**Data for analysis:**

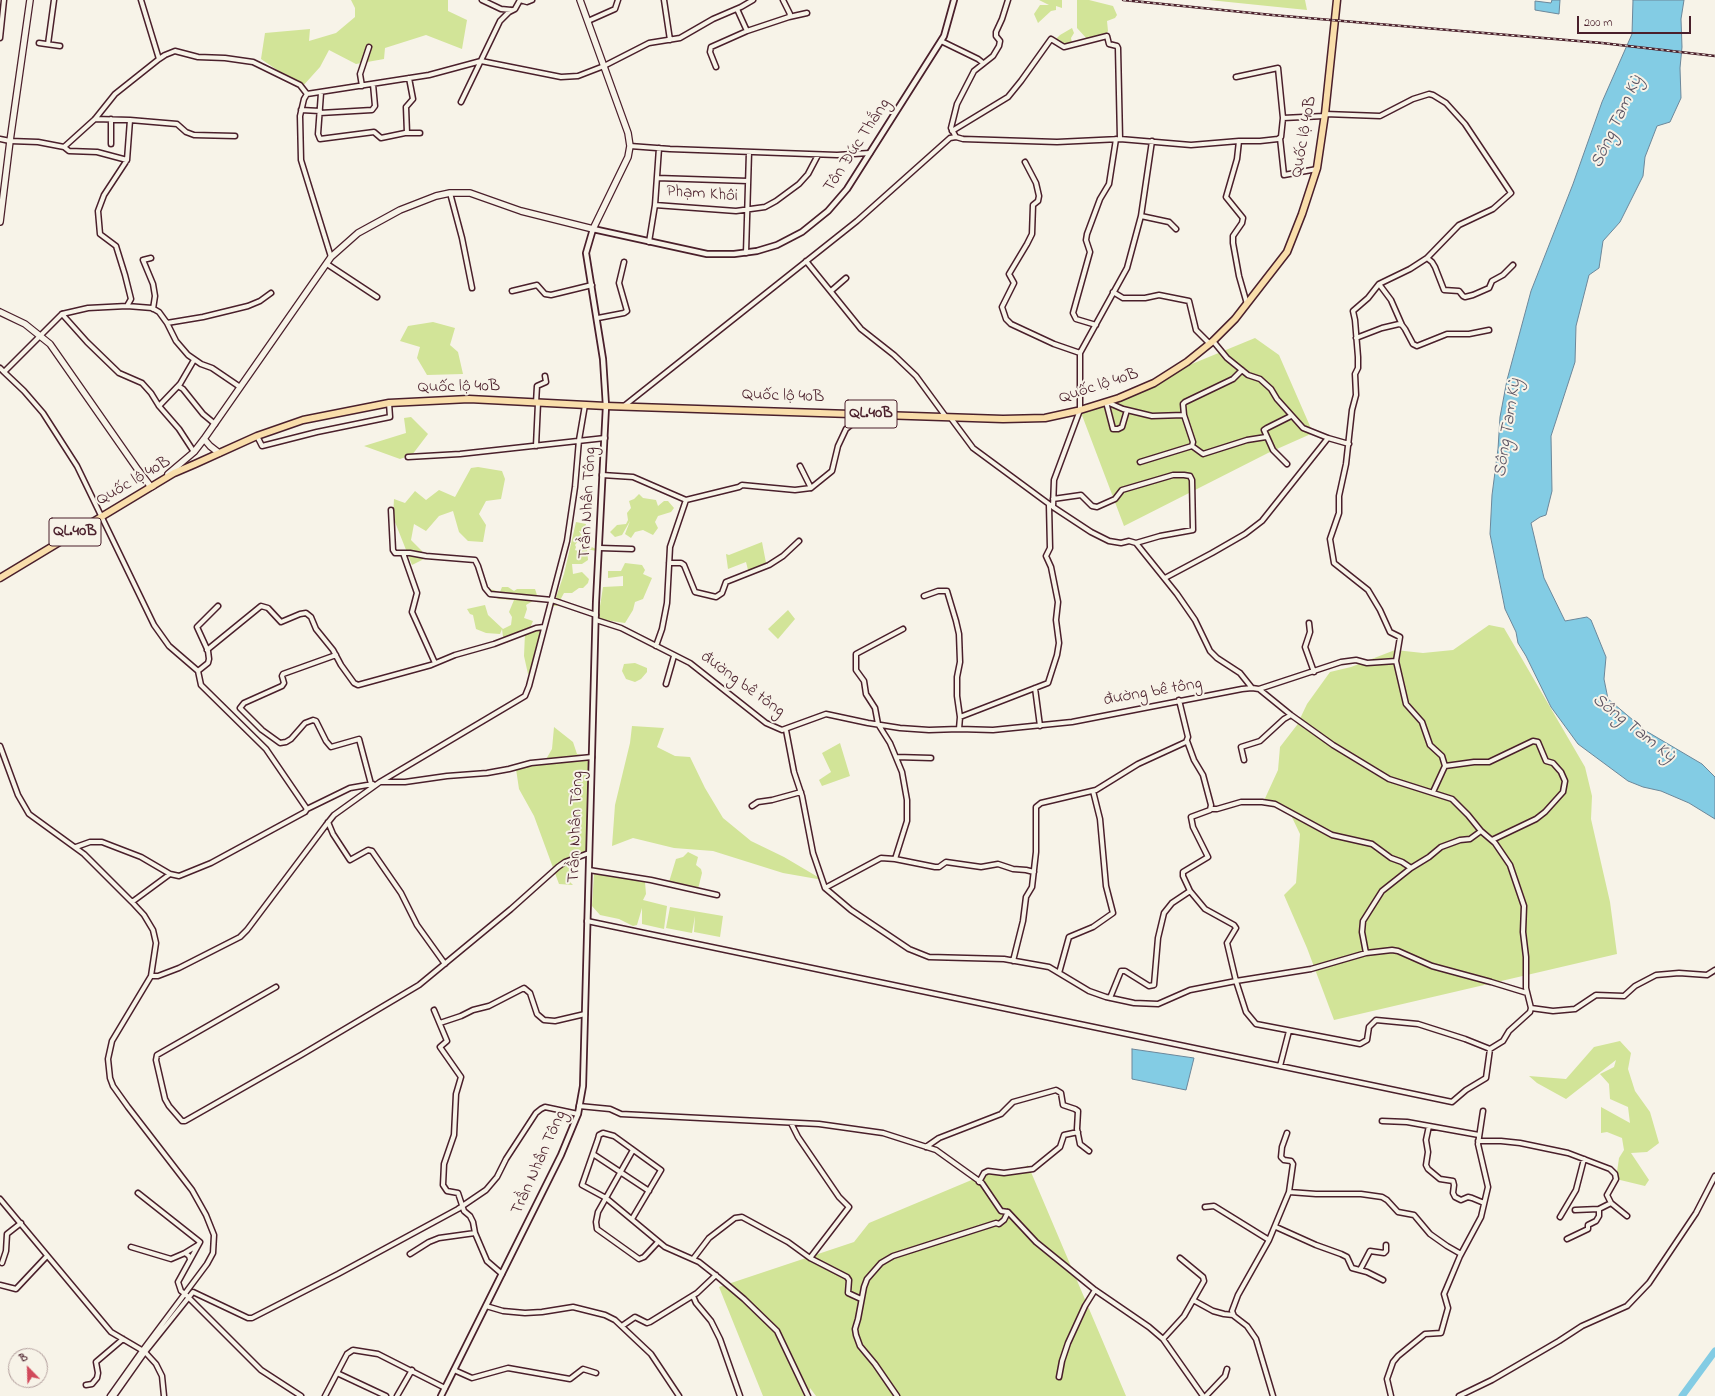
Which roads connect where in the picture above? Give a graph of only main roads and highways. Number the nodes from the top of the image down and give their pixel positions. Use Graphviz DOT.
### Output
--
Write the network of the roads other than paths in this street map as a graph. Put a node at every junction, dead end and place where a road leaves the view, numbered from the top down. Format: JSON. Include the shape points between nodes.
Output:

**Aim of the exercise:**
Your task is to report how many lines of the material include the string "nodes". Give the number and no other words.

**Written answer:**
2